I am typically using recordmydesktop
to record some application interaction; however, on my system, recordmydesktop
always shows the same mouse pointer/cursor (the arrow) - regardless if, in reality, it changed to (say) a corner arrow when resizing a window. In addition, I'd need something to indicate on the video when a mouse (either button) is pressed, when the button is held down, and when the button is released - which desktops on their own usually don't indicate (unless a given application handles those events).
So, this is what I thought - maybe I can run recordmydesktop
with the option --no-cursor
"Disable drawing of the cursor."; and on the other hand, record raw mouse event data (positition and clicks). I found Record every keystroke and store in a file and How to get mouse click position?, and so I learned about Xnee (manual), which can record all mouse data in a plain text file.
So, I was wondering - short of writing my own parser, is there a program that
- could use a
cnee
(or its own) format recording of mouse data; then - accept something like a transparent animated .gif for "mouse left/right press/release" events, as well as transparent .png for "left/right down/up" states
- accept a frames per second rate setting, and pixel width and height of output video
- render an image sequence at the requested rate and size, with the specified .gifs/.pngs at the mouse position - as per the recorder mouse data - as the only content of a frame image (which is otherwise transparent)?

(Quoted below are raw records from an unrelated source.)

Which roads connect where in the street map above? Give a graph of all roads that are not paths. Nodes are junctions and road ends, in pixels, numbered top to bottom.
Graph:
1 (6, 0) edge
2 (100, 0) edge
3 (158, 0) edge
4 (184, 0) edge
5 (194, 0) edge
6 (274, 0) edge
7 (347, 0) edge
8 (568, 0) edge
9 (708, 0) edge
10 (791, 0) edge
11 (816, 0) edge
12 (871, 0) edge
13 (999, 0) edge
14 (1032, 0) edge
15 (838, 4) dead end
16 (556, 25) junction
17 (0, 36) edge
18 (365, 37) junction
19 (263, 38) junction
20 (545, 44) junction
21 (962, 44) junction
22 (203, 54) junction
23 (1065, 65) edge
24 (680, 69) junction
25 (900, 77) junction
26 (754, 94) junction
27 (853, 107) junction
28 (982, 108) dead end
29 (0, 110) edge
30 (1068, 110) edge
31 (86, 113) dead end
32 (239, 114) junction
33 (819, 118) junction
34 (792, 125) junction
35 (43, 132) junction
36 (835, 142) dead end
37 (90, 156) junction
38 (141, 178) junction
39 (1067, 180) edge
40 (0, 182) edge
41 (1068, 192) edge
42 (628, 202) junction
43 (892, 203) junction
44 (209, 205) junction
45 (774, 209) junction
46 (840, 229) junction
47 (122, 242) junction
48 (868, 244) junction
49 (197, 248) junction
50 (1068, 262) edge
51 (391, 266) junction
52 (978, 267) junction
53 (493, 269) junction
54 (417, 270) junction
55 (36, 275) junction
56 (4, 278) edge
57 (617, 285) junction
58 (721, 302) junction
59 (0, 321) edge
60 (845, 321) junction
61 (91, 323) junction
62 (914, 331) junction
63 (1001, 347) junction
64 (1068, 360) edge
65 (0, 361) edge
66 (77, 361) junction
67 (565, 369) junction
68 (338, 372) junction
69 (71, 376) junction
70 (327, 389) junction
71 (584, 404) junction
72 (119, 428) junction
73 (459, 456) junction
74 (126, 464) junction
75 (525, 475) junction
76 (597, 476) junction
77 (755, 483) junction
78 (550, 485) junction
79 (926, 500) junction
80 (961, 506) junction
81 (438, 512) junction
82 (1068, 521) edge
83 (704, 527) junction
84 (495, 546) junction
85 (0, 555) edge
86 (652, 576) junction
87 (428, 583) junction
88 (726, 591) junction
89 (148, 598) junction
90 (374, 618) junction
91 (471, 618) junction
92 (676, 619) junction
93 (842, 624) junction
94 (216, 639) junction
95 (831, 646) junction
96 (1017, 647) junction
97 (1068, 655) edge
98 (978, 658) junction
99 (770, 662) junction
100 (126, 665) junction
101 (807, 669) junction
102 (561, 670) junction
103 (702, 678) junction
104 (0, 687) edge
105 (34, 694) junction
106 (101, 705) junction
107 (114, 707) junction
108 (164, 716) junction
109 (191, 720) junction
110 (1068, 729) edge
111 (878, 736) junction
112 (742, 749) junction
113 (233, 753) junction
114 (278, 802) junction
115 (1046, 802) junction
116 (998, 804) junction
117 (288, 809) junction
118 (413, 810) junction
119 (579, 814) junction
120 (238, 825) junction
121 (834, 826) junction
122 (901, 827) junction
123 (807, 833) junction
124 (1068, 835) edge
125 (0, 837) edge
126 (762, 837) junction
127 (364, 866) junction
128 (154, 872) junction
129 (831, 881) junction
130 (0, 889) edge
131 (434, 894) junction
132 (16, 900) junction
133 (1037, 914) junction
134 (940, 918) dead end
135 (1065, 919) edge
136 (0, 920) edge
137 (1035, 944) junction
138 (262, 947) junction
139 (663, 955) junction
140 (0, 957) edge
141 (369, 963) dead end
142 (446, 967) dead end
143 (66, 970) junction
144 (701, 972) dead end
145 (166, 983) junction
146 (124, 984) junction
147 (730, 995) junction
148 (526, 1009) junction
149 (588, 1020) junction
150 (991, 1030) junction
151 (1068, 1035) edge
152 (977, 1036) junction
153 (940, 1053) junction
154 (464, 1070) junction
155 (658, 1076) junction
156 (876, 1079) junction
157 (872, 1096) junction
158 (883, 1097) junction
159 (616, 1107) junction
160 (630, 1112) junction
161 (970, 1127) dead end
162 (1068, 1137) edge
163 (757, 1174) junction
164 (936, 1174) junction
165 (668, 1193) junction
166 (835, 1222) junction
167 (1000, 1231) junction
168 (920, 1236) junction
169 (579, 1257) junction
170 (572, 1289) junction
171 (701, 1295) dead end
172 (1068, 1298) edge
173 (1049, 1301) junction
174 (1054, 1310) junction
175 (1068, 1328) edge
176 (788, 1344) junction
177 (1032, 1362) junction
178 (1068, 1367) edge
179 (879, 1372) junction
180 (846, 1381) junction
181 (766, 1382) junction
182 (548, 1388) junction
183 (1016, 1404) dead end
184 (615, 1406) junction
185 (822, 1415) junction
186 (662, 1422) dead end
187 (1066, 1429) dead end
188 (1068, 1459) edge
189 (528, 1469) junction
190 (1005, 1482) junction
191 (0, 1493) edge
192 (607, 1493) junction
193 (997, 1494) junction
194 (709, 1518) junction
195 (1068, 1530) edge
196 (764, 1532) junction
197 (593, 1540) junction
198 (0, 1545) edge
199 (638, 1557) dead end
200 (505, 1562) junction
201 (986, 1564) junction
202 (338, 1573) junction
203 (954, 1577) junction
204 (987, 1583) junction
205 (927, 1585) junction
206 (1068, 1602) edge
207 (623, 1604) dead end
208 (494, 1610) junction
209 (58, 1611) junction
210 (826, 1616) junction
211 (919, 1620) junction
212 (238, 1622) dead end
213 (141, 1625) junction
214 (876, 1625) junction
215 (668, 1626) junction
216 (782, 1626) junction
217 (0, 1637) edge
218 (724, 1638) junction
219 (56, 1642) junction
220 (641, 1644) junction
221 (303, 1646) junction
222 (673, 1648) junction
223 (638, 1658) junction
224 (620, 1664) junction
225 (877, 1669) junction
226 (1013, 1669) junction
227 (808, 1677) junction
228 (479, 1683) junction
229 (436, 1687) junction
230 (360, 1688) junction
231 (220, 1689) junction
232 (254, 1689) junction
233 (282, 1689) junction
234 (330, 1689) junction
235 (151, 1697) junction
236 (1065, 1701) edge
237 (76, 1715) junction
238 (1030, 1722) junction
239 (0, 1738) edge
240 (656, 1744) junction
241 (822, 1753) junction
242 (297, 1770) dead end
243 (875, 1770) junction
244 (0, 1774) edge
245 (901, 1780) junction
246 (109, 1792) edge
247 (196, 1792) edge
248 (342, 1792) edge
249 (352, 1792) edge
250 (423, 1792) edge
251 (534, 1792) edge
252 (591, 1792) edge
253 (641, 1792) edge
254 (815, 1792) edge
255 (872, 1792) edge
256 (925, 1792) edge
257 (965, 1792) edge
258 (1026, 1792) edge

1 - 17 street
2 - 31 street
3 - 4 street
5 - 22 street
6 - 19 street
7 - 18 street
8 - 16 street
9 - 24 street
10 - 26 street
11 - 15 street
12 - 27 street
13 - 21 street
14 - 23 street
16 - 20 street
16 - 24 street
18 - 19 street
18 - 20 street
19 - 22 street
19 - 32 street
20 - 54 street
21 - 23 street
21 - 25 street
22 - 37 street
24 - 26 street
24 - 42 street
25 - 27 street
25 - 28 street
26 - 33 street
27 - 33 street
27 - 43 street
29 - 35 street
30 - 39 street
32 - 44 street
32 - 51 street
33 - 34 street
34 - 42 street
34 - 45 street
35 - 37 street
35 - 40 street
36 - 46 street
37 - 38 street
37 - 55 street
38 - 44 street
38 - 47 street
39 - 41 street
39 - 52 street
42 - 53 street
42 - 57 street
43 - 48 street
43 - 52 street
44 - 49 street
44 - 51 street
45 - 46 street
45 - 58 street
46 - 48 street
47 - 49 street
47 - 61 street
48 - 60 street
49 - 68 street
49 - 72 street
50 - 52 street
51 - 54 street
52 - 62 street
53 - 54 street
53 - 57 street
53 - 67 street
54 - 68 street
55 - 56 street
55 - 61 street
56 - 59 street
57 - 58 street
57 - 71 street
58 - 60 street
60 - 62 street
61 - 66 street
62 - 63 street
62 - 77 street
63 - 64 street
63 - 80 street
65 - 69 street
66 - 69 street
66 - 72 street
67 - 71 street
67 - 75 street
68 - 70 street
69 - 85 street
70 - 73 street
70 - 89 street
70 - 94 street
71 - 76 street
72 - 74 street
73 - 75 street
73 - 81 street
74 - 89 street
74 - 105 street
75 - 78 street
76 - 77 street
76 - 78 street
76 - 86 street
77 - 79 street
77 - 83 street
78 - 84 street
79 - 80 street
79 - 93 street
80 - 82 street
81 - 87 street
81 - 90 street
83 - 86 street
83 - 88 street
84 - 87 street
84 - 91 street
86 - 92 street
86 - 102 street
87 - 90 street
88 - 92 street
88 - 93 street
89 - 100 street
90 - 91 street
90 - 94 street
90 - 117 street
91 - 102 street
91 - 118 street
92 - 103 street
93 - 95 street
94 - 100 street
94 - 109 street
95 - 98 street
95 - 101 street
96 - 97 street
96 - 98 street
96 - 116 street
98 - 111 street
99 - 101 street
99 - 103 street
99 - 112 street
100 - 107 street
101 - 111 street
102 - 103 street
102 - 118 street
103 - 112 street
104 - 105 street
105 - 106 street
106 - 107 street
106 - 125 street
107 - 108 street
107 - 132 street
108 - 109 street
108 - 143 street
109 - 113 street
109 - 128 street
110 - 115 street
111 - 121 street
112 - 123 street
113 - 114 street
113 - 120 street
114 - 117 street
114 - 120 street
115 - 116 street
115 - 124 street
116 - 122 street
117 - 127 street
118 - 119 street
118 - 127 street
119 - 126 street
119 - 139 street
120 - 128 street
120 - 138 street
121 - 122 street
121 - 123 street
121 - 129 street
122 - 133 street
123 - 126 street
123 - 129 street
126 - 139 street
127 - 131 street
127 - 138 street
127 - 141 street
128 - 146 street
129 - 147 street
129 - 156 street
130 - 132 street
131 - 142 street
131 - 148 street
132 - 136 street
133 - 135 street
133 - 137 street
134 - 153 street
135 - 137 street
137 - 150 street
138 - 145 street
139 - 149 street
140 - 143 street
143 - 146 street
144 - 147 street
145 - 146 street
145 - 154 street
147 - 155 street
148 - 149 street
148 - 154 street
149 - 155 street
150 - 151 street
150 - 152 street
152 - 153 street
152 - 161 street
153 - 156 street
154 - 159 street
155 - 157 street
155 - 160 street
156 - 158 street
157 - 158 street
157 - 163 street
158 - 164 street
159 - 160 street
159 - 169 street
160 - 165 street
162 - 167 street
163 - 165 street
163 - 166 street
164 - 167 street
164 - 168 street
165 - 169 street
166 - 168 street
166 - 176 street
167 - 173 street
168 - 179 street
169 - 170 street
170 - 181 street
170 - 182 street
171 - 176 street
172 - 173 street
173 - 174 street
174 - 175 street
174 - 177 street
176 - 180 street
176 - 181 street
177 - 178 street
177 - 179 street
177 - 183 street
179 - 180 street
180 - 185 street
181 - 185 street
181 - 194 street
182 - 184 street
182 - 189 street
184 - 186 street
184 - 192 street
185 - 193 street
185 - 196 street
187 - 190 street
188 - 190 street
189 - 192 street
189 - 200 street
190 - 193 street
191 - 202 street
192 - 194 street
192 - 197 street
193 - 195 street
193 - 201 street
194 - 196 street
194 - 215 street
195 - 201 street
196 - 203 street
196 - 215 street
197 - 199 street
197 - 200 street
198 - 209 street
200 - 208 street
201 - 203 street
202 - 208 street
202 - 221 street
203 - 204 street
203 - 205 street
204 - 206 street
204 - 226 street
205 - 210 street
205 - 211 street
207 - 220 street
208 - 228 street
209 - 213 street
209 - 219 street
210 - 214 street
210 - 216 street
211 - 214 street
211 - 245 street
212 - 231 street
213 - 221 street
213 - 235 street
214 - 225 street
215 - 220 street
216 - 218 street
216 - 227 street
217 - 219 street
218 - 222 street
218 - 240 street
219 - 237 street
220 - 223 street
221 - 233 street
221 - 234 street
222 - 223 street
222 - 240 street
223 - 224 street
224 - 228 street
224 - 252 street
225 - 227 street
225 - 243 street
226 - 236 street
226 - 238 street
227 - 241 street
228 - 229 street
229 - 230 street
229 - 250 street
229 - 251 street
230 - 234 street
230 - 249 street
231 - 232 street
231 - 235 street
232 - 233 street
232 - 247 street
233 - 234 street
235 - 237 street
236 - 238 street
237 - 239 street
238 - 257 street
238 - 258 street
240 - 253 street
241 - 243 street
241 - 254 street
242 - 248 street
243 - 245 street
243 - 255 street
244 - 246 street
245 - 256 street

Then, I could run recordmydesktop --no-cursor
and cnee --record --mouse -o /tmp/xnee.xns
in parallel; after I'm done I'd render a separate transparent "mask" video of the custom mouse pointer motion only; and finally overlay the mouse cursor "mask" with the original video.
Of course, if there is already a program that does this, I'd love to know about it - since even if there is a program to do as I described above, I believe it would be still difficult if one is capturing a desktop area larger than the video size, and wants to use something like recordmydesktop --follow-mouse
"When this option is enabled, the capture area follows the mouse cursor."